(PROBLEM DETAILS)
Restate exactly the lines that run from the start of the records below to the line containing "0 #a59b83) drop-shadow(-1px", counting both ends, and nothing else; pictures stay out.

[[ SUPPLIED DATA, beginning ]]

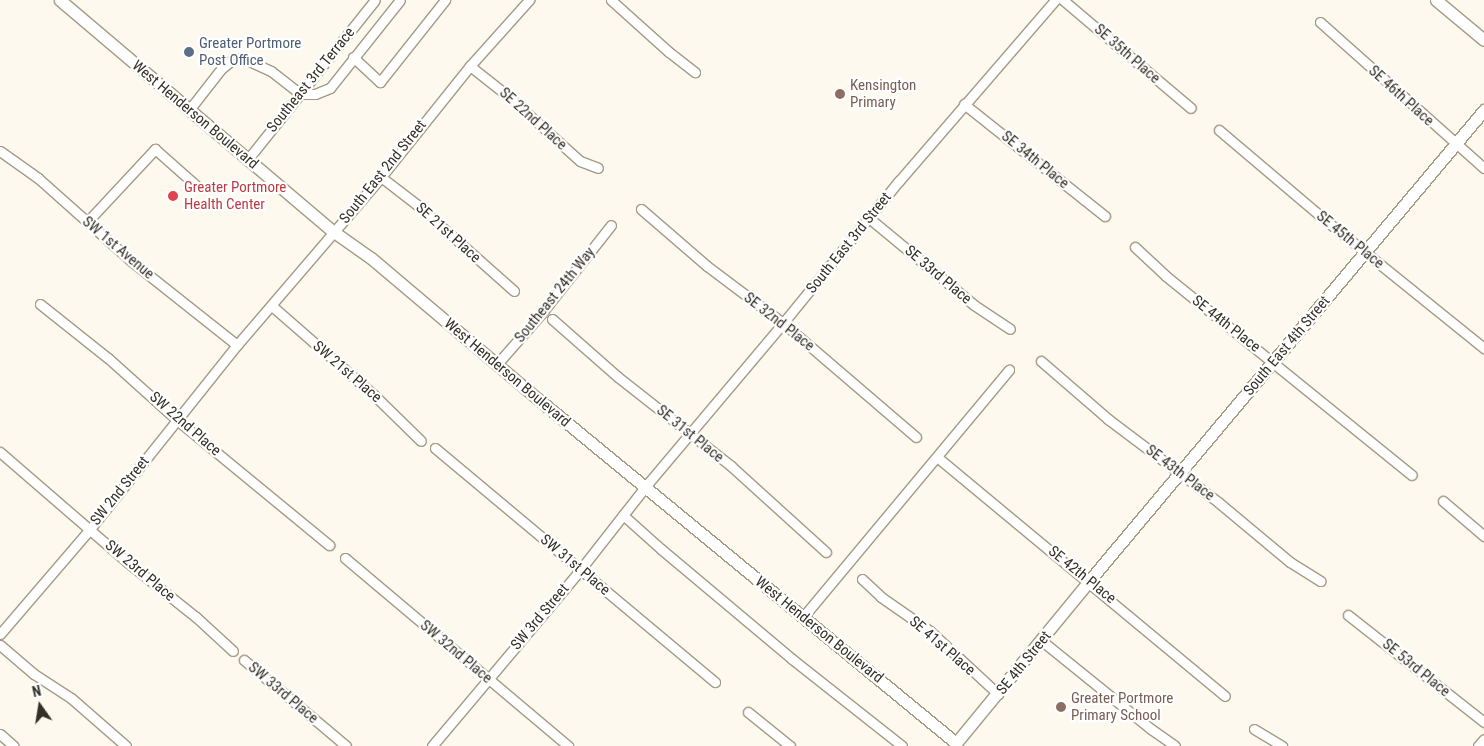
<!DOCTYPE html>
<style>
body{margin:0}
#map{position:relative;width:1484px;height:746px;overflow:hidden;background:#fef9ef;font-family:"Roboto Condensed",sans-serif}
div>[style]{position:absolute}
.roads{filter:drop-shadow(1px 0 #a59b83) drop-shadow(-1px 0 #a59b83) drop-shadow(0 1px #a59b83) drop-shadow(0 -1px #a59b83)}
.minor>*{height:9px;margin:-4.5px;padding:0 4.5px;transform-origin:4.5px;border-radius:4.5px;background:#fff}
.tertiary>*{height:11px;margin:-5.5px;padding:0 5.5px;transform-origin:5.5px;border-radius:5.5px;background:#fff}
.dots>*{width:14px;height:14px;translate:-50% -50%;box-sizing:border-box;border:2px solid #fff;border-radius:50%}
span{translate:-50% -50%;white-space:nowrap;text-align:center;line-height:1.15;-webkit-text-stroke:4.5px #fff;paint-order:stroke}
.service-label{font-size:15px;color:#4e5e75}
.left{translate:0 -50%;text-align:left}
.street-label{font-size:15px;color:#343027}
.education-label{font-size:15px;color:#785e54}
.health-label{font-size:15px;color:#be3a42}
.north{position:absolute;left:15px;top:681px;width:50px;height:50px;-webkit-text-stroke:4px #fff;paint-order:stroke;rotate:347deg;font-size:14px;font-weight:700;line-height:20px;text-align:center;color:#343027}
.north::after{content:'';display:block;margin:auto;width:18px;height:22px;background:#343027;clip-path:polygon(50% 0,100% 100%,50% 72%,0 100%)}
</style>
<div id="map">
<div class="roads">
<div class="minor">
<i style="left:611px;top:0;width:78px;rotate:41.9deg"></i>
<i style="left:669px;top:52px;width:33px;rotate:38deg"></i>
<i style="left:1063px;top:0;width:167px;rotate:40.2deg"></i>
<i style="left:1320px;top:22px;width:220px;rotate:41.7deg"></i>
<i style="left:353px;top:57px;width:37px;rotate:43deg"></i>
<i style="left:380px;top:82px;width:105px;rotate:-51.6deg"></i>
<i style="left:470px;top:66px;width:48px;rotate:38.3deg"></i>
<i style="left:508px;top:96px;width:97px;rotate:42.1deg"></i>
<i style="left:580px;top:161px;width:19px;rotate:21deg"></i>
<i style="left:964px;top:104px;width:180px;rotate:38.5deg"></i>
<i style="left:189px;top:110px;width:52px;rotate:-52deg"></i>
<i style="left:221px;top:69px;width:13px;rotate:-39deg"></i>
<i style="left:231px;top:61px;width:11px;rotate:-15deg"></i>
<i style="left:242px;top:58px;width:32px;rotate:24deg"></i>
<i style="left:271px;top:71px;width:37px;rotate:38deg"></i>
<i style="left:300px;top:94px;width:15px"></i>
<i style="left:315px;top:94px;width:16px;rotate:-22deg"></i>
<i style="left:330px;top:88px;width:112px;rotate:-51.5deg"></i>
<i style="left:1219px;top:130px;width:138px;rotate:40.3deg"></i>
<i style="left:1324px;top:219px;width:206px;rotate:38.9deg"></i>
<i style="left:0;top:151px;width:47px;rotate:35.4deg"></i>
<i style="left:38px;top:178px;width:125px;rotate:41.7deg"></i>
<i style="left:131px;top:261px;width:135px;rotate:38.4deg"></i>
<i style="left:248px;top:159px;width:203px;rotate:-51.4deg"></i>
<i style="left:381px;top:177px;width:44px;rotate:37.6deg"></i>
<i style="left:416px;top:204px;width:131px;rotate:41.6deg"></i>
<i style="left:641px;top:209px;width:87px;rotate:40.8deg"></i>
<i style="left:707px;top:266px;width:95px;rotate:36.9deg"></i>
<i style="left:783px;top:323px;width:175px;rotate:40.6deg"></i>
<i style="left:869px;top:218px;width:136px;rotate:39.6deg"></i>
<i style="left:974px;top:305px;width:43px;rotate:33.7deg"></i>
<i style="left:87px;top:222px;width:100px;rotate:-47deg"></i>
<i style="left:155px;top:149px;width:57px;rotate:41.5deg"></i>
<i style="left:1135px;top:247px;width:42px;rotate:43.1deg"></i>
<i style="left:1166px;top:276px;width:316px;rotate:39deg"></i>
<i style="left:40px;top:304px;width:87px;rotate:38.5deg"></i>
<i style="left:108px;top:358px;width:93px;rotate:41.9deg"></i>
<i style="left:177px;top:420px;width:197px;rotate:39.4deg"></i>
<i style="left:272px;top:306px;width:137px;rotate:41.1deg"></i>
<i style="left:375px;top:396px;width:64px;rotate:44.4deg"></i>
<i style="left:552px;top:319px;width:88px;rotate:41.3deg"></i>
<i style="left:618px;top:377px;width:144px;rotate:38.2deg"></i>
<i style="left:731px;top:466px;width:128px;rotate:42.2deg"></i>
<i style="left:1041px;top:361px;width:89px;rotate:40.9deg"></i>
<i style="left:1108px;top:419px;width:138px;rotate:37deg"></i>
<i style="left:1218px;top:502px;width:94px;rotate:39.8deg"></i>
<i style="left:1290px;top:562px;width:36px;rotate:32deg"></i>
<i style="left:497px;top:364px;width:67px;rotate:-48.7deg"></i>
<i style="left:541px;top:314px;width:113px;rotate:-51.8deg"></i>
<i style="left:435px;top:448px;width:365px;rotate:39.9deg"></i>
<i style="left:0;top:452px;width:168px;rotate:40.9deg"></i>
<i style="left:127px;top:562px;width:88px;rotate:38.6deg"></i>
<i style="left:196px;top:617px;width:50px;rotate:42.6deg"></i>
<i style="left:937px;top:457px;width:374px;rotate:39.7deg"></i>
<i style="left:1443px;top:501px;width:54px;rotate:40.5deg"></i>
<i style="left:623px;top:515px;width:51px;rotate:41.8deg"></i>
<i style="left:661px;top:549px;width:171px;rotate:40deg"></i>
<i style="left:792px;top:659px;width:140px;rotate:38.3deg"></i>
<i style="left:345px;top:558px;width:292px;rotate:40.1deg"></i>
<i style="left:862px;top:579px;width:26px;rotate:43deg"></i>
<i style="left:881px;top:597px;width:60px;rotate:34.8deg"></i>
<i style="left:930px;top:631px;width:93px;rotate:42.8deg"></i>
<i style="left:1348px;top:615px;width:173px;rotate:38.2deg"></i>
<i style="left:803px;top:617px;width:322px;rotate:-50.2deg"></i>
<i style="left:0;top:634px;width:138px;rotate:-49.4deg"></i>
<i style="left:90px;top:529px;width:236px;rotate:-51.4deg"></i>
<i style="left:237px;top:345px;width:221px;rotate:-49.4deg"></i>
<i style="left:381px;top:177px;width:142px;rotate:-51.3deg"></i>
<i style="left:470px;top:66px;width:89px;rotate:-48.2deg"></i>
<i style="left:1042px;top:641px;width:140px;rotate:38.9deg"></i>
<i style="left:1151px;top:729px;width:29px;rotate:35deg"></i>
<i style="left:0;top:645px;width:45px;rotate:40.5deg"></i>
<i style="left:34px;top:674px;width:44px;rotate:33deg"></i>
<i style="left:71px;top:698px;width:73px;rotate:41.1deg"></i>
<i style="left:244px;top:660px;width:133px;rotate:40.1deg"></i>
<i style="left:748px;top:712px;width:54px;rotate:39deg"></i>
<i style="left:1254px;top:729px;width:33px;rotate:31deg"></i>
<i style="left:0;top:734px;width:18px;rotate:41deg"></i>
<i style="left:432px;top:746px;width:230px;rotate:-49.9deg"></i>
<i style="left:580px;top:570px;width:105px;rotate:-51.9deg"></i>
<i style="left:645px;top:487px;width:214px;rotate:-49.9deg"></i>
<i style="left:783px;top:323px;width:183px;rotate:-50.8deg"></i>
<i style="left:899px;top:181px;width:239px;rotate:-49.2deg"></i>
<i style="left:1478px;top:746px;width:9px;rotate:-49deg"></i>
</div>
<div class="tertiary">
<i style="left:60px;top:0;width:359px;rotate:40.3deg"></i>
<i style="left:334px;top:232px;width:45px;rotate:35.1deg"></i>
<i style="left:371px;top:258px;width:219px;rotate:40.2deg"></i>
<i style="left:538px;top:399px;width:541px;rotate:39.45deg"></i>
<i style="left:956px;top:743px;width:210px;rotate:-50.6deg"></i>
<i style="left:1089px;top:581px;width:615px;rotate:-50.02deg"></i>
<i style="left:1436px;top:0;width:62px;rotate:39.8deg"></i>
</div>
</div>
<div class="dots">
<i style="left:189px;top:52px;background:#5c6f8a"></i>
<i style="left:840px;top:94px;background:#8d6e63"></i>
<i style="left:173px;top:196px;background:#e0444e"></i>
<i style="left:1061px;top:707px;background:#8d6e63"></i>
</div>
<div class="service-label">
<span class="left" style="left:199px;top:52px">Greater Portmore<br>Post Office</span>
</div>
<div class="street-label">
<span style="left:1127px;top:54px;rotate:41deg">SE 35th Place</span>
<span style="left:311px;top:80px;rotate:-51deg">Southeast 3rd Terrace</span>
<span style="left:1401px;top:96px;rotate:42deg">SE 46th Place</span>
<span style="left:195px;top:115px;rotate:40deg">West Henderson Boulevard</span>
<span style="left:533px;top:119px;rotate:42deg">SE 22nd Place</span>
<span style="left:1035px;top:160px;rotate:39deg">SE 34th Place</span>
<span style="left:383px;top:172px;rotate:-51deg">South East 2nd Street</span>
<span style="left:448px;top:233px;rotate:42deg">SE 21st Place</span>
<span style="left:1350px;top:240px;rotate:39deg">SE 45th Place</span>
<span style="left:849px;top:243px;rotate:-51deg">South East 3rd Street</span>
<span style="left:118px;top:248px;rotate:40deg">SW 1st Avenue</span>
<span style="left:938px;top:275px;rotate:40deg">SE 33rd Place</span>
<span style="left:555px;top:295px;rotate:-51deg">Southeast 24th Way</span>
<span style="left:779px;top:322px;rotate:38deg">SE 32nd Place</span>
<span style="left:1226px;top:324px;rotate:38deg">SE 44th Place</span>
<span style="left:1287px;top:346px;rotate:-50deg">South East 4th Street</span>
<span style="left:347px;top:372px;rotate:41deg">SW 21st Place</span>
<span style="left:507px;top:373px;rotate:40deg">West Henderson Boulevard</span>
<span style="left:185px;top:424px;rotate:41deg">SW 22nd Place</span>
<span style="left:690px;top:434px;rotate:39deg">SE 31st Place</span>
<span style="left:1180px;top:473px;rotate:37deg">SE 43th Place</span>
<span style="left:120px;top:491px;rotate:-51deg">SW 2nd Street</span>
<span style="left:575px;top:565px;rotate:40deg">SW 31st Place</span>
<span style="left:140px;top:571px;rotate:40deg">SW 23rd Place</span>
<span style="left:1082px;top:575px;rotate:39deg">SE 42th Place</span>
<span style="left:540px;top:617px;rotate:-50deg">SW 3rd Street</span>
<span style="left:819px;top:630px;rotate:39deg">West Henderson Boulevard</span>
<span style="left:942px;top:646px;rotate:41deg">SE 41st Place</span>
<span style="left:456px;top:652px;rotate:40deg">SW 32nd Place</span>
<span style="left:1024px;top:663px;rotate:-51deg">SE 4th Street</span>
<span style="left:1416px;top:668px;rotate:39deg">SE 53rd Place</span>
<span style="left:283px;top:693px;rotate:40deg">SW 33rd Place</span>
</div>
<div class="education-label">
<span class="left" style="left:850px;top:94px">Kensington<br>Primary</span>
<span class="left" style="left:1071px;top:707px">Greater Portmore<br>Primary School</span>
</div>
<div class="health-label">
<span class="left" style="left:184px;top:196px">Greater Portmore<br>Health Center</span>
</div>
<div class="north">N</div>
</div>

[[ SUPPLIED DATA, end ]]

(RESULT FOR THIS EXERCISE)
<!DOCTYPE html>
<style>
body{margin:0}
#map{position:relative;width:1484px;height:746px;overflow:hidden;background:#fef9ef;font-family:"Roboto Condensed",sans-serif}
div>[style]{position:absolute}
.roads{filter:drop-shadow(1px 0 #a59b83) drop-shadow(-1px 0 #a59b83) drop-shadow(0 1px #a59b83) drop-shadow(0 -1px #a59b83)}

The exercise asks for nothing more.